A residue that had settled to the bottom of a bottle became the basis for several developmental programs at Du Pont in 1930 in the quest for a latex substitute. The chemist who made the discovery, Dr. Arnold M. Collins, annotated his laboratory notebook with the words “the mixture had stood from some weeks and solidified to white, somewhat rubber-like masses,” thus beginning the mechanism that would eventually help America win WWII.
It was named “chloroprene” because it was monovinylacetylene polymerized with hydrochloric acid. By 1936, Du Pont introduced a spin off called “Neoprene,” from a group headed by Wallace Carothers, the famed inventor of nylon. Because Neoprene was impervious to oil and water, it was immediately put to use as electrical wire insulation for use in harsh environments, replacing the fabric cellulose material invented by Thomas Edison in 1892 and still in use. As you can see, synthetic rubber was a product waiting to happen, if only you could make it.
Natural rubber had been around for centuries. The French explorer Charles-Marie de la Condamine discovered in 1745 that South American Indians used the latex from the rubber tree (Hevea brasiliensis), a poly-cis-isoprene, to form a modern day flip-flop by coating their feet with it. The name “rubber” originated because the dried latex could be used to erase pencil marks on paper. Michael Faraday had shown in 1829 that rubber had the empirical formula C5H8 and the chemist Williams obtained a liquid with the same formula by distilling latex and called it “isoprene.”

But natural rubber had many disadvantages. It cracked in the winter and oozed in the hot summer, making it unsuitable for most applications. When Charles Goodyear invented vulcanization in 1839 by mixing in sulfur, a stabilized material was available that founded the rubber industry.
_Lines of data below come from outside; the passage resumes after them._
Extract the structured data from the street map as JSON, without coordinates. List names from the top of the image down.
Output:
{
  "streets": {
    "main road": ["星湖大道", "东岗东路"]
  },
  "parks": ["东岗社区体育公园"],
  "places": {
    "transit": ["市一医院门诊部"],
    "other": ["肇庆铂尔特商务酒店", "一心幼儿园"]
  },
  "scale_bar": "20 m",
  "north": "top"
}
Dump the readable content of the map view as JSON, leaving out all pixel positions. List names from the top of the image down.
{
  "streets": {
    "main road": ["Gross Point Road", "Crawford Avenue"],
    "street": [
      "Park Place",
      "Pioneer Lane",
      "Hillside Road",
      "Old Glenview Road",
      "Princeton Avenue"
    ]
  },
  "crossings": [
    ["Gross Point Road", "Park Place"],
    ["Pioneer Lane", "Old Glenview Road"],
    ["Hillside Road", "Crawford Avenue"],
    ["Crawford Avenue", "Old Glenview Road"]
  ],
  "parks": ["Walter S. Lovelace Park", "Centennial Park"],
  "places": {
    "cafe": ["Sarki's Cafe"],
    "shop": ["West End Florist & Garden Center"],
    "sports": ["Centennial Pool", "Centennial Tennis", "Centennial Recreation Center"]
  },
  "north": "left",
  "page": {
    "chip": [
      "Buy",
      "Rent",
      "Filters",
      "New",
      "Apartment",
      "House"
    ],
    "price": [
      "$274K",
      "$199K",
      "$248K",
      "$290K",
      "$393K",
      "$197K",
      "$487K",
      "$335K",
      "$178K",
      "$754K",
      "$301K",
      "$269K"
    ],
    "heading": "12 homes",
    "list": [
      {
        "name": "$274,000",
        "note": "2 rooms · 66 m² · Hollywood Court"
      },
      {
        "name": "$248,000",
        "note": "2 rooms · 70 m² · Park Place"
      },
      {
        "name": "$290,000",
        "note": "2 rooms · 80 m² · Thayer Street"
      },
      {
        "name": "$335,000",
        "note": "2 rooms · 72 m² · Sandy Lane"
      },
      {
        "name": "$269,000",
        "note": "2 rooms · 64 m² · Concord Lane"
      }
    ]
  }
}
By 1910, Asian rubber plantations, started from seeds brought from the Amazon Basin, displaced latex from the wild trees of South America and became the primary source for the world’s growing market. With the advent of the motor car and the need for tires, belts and hoses, the demand increased so much there didn’t seem to be enough trees to tap in all the world.
As with all raw materials, synthetic rubber research was influenced by fluctuations of the price and availability of natural rubber. When a blockade closed down the importation of natural rubber into Germany during WWI, scientists at the Bayer Company perfected a way of producing methyl rubber, made by polymerizing methylisoprene and it was manufactured on a large scale for the war effort. When British Malaya introduced natural rubber export restrictions in 1922 and the price headed higher, synthetic rubber research programs began in earnest in the Soviet Union, Germany and the United States. By 1929, the discovery that butadiene could be polymerized using sodium metal resulted in a synthetic rubber called “Buna” (“bu” and “na” for sodium). When Buna was mixed with styrene and carbon black, a good tire material could be obtained that was far more durable than natural rubber.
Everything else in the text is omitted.